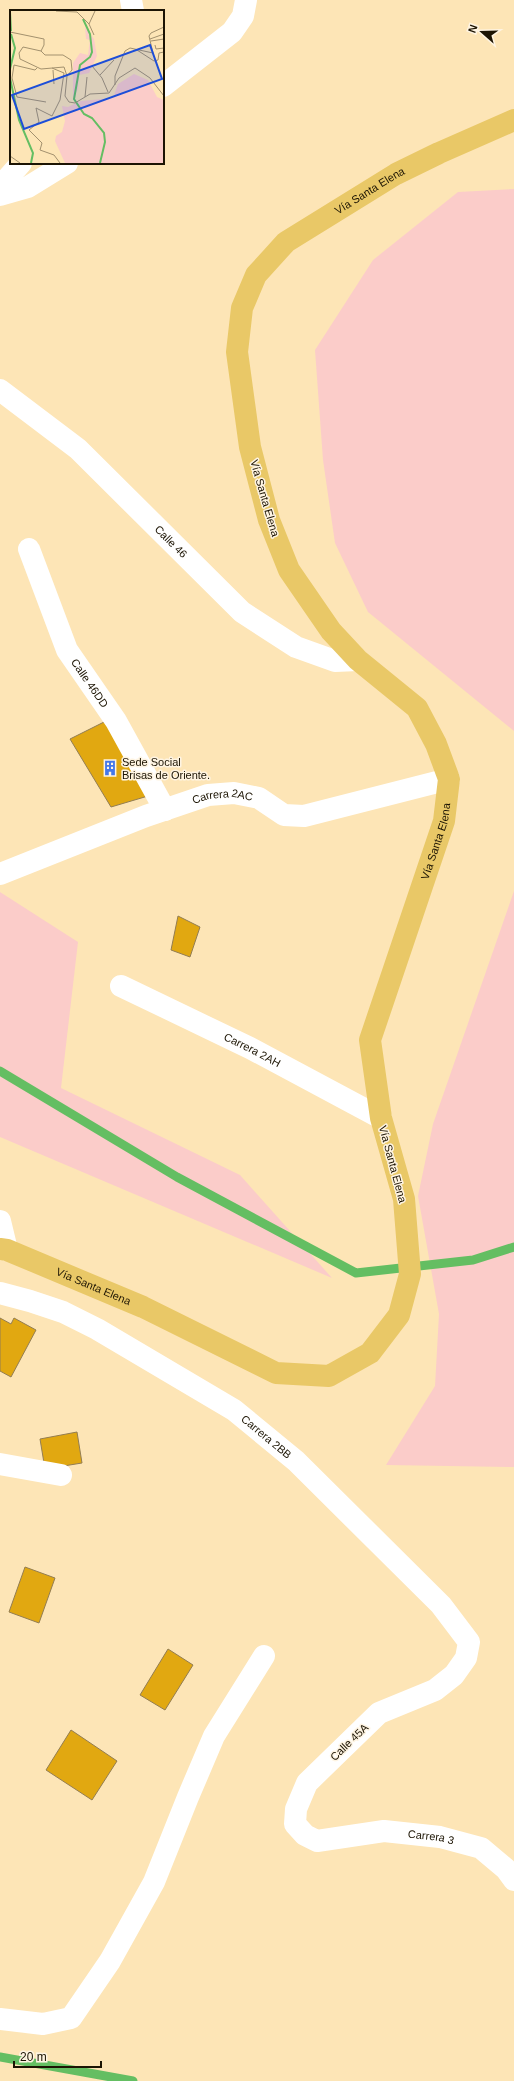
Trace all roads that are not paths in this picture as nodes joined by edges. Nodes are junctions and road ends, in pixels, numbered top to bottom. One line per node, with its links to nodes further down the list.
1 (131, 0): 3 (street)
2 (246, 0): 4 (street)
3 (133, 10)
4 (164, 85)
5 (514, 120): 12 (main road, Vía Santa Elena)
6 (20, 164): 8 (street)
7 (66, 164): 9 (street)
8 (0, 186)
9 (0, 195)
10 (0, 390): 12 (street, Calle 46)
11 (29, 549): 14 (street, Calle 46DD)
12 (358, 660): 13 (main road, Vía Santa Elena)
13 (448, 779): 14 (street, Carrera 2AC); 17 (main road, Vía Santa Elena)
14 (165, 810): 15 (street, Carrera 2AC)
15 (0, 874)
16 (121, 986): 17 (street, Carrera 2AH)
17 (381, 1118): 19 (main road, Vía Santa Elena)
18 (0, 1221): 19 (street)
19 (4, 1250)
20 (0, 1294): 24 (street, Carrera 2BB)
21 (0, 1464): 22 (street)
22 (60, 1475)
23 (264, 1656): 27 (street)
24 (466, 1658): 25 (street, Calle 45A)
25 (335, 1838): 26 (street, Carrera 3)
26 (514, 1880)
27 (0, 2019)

------------

- Instructions for the task: Once the pictures are dropped, set down everything else in the records exactly.

- Your solution:
Trace all roads that are not paths in this picture as nodes joined by edges. Nodes are junctions and road ends, in pixels, numbered top to bottom. One line per node, with its links to nodes further down the list.
1 (131, 0): 3 (street)
2 (246, 0): 4 (street)
3 (133, 10)
4 (164, 85)
5 (514, 120): 12 (main road, Vía Santa Elena)
6 (20, 164): 8 (street)
7 (66, 164): 9 (street)
8 (0, 186)
9 (0, 195)
10 (0, 390): 12 (street, Calle 46)
11 (29, 549): 14 (street, Calle 46DD)
12 (358, 660): 13 (main road, Vía Santa Elena)
13 (448, 779): 14 (street, Carrera 2AC); 17 (main road, Vía Santa Elena)
14 (165, 810): 15 (street, Carrera 2AC)
15 (0, 874)
16 (121, 986): 17 (street, Carrera 2AH)
17 (381, 1118): 19 (main road, Vía Santa Elena)
18 (0, 1221): 19 (street)
19 (4, 1250)
20 (0, 1294): 24 (street, Carrera 2BB)
21 (0, 1464): 22 (street)
22 (60, 1475)
23 (264, 1656): 27 (street)
24 (466, 1658): 25 (street, Calle 45A)
25 (335, 1838): 26 (street, Carrera 3)
26 (514, 1880)
27 (0, 2019)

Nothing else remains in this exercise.